Scan the lines below and report each one containing "dead" by copying it.
*** PROVIDED DATA ***
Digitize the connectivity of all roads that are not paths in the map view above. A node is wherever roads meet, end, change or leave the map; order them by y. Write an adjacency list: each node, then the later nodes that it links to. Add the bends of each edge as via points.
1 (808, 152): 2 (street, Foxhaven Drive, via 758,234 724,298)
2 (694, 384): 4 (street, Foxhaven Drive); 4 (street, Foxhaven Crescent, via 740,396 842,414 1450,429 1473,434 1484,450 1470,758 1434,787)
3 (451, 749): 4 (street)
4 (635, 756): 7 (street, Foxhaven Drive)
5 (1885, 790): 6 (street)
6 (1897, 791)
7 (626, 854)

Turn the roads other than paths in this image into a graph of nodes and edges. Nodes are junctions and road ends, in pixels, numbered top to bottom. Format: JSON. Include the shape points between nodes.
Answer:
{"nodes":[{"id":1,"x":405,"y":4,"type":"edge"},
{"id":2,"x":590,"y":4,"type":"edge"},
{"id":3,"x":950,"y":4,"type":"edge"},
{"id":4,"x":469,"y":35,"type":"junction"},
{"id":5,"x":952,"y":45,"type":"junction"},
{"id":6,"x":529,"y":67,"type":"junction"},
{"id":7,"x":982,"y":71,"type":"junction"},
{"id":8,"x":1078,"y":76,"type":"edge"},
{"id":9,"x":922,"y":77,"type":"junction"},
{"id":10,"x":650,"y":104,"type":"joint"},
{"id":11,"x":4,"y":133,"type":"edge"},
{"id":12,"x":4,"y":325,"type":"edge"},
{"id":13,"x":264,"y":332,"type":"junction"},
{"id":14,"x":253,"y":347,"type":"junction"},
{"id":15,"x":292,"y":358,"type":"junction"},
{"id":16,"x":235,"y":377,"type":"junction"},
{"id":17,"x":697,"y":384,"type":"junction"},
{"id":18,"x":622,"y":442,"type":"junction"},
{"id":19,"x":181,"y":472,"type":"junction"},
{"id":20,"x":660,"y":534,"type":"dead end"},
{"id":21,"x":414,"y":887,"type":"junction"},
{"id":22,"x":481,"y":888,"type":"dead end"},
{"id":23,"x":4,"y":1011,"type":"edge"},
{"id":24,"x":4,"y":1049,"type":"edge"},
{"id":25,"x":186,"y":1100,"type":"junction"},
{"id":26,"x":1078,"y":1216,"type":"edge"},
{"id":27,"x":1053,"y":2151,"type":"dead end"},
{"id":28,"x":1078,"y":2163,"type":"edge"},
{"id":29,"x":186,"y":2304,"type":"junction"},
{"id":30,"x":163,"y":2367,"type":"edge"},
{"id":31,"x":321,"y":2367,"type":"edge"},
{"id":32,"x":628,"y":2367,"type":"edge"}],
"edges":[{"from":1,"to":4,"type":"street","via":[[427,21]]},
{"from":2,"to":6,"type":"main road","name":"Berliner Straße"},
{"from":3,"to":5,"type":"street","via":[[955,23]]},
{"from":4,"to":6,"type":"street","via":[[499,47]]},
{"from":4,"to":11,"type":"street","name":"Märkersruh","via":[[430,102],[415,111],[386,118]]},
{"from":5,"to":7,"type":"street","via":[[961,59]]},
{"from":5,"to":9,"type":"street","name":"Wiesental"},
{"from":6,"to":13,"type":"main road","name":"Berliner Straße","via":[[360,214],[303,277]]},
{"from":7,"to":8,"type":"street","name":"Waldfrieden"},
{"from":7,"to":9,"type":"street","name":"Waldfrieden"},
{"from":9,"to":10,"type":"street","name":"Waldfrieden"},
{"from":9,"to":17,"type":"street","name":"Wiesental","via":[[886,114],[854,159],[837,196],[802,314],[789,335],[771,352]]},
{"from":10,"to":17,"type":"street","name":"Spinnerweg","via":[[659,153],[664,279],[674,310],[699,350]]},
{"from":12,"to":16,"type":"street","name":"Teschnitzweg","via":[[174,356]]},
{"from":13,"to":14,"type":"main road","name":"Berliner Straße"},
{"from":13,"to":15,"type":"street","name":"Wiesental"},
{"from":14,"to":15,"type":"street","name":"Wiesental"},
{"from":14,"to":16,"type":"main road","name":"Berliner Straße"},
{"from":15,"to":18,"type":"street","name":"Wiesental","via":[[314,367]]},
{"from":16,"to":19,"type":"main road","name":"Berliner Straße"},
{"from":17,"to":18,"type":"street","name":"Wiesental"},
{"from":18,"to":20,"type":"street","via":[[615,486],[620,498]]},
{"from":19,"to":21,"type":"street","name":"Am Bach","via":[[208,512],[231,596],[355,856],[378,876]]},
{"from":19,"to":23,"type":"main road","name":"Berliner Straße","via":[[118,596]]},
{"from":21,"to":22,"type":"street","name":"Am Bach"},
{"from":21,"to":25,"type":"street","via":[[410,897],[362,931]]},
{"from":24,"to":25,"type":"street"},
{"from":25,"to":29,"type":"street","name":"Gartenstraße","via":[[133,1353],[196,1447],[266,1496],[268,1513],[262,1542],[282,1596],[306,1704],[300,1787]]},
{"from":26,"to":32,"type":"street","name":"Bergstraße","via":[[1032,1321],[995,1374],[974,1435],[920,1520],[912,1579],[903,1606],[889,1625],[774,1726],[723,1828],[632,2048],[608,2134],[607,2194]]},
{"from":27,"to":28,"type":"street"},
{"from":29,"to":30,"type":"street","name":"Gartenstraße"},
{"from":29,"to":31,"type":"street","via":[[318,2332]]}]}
*** End of PROVIDED DATA ***
SOLUTION TO THIS PROBLEM -
{"id":20,"x":660,"y":534,"type":"dead end"},
{"id":22,"x":481,"y":888,"type":"dead end"},
{"id":27,"x":1053,"y":2151,"type":"dead end"},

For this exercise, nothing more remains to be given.